■ Task data
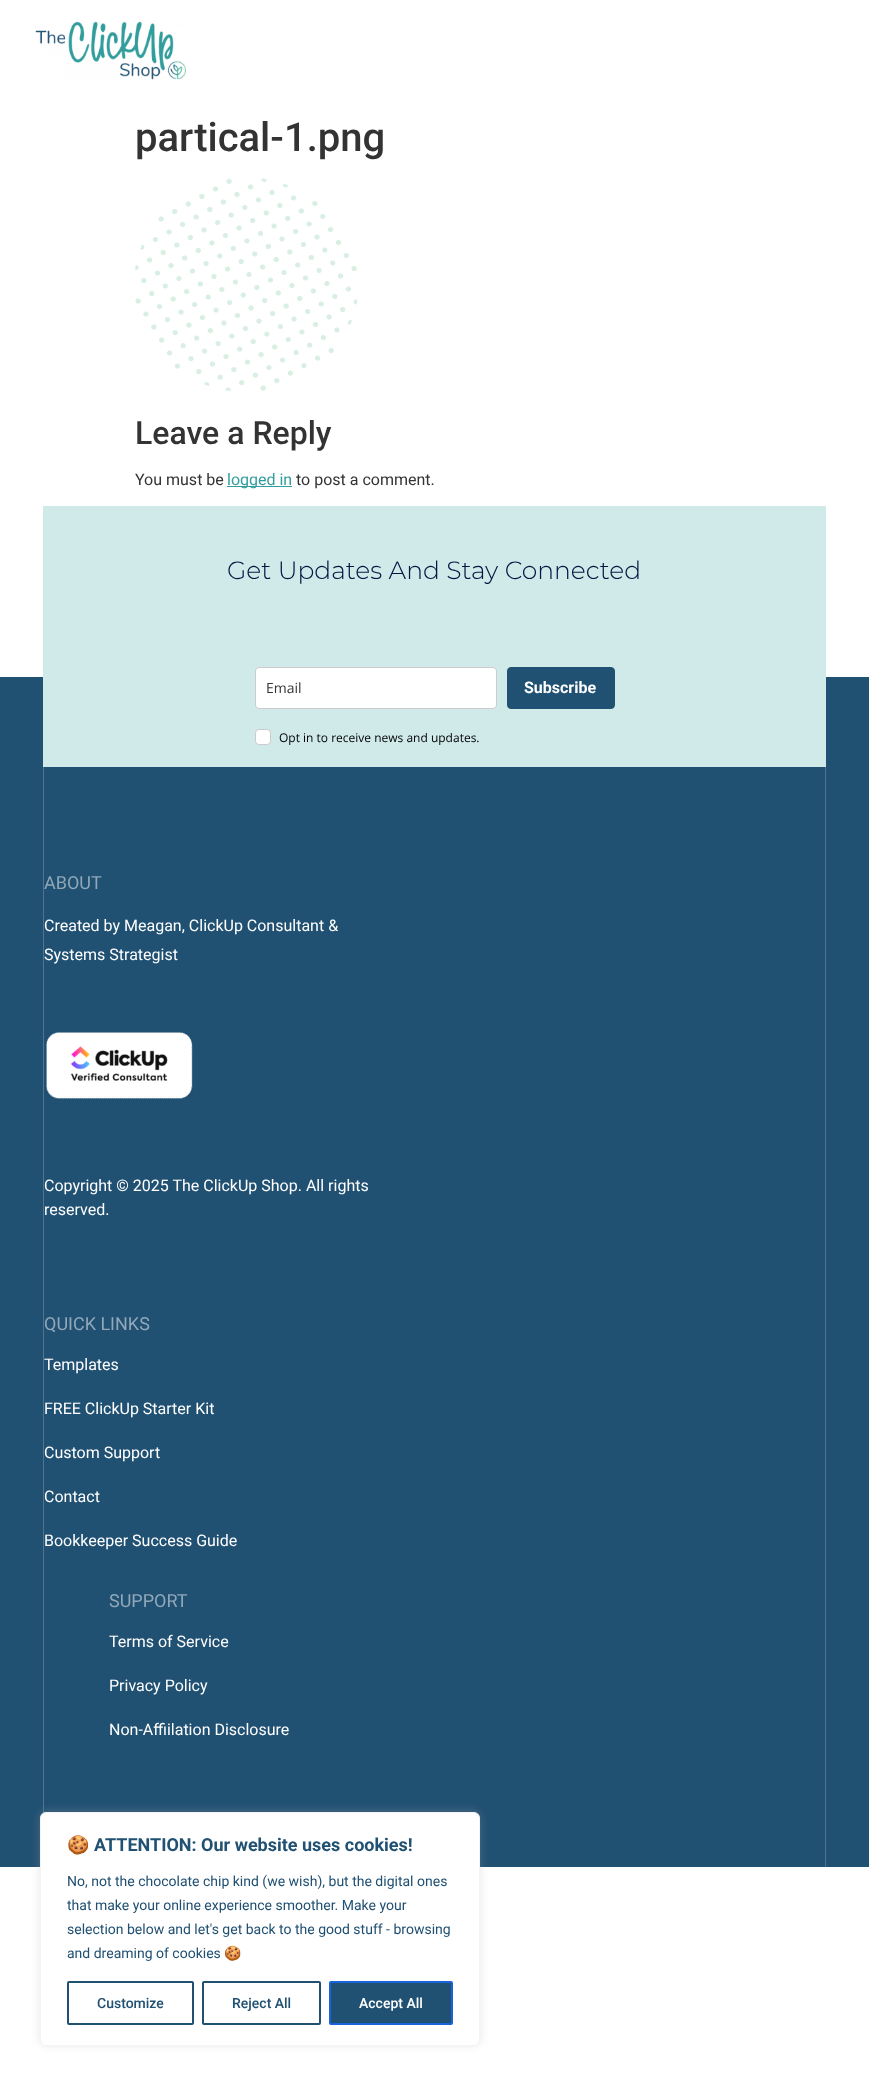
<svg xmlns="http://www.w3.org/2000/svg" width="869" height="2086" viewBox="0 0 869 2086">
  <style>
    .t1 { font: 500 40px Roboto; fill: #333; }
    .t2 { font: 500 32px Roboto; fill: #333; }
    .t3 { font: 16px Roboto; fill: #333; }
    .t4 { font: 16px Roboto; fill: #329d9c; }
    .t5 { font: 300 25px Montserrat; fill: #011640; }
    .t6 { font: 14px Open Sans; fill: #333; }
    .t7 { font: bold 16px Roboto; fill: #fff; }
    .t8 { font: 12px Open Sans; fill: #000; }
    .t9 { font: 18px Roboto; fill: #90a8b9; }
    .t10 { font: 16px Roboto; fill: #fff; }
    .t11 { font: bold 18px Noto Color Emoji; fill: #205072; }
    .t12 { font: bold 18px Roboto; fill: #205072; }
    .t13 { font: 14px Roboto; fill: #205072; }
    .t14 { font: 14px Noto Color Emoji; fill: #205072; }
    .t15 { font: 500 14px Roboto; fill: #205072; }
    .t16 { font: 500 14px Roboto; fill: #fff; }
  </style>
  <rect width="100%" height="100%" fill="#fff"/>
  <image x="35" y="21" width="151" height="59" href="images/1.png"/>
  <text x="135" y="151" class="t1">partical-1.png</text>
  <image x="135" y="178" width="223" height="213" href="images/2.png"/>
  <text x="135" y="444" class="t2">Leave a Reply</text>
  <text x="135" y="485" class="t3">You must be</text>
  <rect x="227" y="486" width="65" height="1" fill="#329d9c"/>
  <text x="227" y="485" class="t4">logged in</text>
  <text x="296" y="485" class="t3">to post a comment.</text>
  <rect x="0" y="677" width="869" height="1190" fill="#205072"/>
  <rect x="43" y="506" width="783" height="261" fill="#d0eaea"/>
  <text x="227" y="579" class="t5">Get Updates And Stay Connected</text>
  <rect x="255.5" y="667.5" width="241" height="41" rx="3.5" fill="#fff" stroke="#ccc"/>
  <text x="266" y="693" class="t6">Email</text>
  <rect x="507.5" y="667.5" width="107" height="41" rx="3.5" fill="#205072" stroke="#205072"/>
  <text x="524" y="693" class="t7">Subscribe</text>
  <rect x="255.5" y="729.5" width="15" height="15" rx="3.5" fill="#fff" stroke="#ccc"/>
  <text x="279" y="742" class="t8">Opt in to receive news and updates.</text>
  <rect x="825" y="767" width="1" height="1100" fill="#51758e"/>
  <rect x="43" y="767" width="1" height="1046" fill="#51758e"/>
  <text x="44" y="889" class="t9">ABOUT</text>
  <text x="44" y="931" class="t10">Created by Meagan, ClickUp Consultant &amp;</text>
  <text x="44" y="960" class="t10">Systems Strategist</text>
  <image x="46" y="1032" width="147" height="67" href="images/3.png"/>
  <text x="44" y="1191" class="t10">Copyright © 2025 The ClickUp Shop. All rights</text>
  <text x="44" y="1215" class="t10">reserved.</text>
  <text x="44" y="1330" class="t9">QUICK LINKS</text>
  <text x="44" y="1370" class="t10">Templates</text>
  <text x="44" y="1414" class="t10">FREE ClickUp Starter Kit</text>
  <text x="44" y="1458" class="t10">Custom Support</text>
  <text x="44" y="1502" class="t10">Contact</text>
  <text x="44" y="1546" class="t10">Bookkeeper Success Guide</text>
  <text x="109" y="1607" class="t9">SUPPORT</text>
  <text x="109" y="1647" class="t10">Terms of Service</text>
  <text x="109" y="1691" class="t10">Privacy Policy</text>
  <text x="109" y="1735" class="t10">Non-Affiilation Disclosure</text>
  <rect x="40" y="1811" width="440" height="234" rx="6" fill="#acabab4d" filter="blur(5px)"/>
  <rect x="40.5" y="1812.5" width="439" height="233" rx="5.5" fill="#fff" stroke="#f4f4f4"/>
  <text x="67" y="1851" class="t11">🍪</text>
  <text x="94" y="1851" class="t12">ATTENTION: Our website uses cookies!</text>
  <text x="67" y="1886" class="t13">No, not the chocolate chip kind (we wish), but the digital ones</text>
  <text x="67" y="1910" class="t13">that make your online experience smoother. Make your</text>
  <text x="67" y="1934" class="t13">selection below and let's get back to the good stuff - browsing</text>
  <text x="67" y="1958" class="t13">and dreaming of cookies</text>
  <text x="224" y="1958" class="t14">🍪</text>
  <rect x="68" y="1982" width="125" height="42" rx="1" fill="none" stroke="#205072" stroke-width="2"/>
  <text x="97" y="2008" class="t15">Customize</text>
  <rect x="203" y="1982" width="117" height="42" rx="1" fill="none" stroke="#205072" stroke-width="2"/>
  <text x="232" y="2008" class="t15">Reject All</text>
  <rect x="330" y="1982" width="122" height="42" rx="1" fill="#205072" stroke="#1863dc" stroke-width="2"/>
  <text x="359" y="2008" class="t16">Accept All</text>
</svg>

---

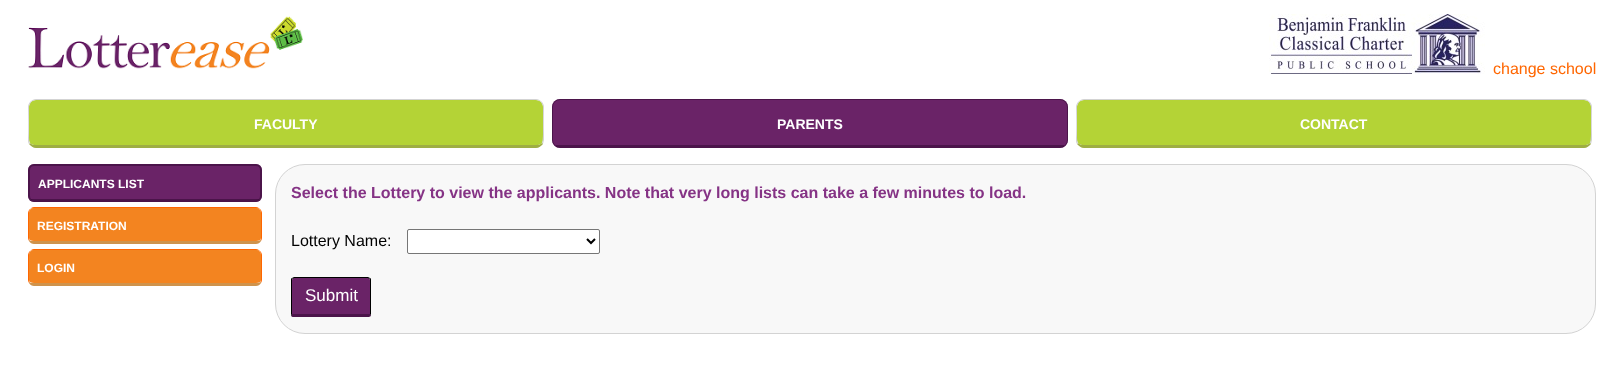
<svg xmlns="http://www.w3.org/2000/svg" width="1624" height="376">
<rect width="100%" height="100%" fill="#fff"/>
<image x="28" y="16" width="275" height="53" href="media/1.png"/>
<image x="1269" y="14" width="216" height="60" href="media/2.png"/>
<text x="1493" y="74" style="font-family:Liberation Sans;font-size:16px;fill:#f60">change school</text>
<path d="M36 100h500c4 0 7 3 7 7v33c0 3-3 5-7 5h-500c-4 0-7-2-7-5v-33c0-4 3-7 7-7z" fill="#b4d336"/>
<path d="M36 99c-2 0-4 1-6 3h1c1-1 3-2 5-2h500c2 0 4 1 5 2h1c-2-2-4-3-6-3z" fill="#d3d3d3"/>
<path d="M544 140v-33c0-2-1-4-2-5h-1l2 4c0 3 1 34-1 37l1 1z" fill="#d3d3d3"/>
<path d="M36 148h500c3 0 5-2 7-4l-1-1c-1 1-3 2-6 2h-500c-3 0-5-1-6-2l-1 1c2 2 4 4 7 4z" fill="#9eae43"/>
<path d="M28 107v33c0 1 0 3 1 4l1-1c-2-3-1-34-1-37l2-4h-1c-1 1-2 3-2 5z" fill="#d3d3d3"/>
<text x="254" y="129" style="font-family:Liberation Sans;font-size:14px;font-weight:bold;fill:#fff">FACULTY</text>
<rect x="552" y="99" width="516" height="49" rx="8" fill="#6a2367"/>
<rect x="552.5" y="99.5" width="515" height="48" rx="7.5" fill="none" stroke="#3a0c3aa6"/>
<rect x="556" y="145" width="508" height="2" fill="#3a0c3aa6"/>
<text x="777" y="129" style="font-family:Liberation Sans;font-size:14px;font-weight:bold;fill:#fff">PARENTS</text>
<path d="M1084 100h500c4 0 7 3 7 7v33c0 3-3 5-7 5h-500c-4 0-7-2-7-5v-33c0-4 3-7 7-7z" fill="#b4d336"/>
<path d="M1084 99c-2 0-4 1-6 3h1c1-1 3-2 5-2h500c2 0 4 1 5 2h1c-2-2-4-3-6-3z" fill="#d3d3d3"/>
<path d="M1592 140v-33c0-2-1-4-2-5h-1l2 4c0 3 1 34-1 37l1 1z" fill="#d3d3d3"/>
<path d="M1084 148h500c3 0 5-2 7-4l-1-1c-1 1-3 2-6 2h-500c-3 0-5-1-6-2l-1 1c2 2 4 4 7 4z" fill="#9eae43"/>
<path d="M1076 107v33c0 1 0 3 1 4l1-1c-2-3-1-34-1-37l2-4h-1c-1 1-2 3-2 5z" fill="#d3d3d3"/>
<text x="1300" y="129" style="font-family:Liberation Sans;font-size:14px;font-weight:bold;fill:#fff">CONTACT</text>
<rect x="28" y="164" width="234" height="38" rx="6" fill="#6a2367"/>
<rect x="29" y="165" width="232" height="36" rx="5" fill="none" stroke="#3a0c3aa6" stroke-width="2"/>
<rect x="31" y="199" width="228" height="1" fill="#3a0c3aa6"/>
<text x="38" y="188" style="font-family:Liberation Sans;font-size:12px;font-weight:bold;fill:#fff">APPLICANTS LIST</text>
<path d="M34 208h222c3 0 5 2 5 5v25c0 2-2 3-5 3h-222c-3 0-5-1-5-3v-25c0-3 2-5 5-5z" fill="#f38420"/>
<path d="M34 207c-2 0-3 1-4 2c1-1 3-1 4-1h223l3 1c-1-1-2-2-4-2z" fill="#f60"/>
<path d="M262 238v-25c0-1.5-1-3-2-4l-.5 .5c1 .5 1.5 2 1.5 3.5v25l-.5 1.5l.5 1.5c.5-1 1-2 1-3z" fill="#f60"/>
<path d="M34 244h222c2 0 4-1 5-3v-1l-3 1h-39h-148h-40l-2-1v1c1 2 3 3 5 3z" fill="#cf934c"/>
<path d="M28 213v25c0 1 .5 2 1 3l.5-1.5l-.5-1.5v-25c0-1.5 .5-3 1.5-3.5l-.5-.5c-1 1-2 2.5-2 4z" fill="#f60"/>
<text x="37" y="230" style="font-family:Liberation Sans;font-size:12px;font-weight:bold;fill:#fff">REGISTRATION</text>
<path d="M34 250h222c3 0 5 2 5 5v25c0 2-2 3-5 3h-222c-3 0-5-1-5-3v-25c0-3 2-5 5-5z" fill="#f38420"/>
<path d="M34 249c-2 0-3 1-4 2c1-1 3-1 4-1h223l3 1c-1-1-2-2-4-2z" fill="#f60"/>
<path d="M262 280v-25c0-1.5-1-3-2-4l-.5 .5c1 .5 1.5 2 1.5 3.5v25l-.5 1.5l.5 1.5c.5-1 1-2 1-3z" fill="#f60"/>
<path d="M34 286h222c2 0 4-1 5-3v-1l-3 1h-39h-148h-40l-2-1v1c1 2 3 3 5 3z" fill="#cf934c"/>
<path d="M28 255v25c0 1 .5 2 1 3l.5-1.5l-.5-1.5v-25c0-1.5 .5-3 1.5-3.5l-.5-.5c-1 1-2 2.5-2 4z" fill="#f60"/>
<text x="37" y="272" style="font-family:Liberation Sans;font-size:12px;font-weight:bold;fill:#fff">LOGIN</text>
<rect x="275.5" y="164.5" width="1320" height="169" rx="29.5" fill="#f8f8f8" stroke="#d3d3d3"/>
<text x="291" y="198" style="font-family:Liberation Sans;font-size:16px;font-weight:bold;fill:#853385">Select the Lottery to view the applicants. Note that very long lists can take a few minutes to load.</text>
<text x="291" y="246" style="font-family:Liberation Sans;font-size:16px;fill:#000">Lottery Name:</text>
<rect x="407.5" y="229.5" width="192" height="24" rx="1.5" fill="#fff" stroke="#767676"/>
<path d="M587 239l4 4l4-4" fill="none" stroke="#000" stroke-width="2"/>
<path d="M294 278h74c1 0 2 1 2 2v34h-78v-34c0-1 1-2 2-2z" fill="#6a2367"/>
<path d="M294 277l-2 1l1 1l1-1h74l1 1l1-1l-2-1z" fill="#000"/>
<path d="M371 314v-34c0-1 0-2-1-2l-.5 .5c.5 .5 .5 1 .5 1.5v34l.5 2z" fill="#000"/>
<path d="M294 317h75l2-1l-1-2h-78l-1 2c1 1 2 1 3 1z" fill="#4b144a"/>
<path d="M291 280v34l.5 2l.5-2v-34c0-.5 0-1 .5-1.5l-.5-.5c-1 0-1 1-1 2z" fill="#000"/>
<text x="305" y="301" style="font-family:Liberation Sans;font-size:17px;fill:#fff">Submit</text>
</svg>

■ Exercise instructions
From the records above, pull out every line containing the word "Noto".

■ Final answer
    .t11 { font: bold 18px Noto Color Emoji; fill: #205072; }
    .t14 { font: 14px Noto Color Emoji; fill: #205072; }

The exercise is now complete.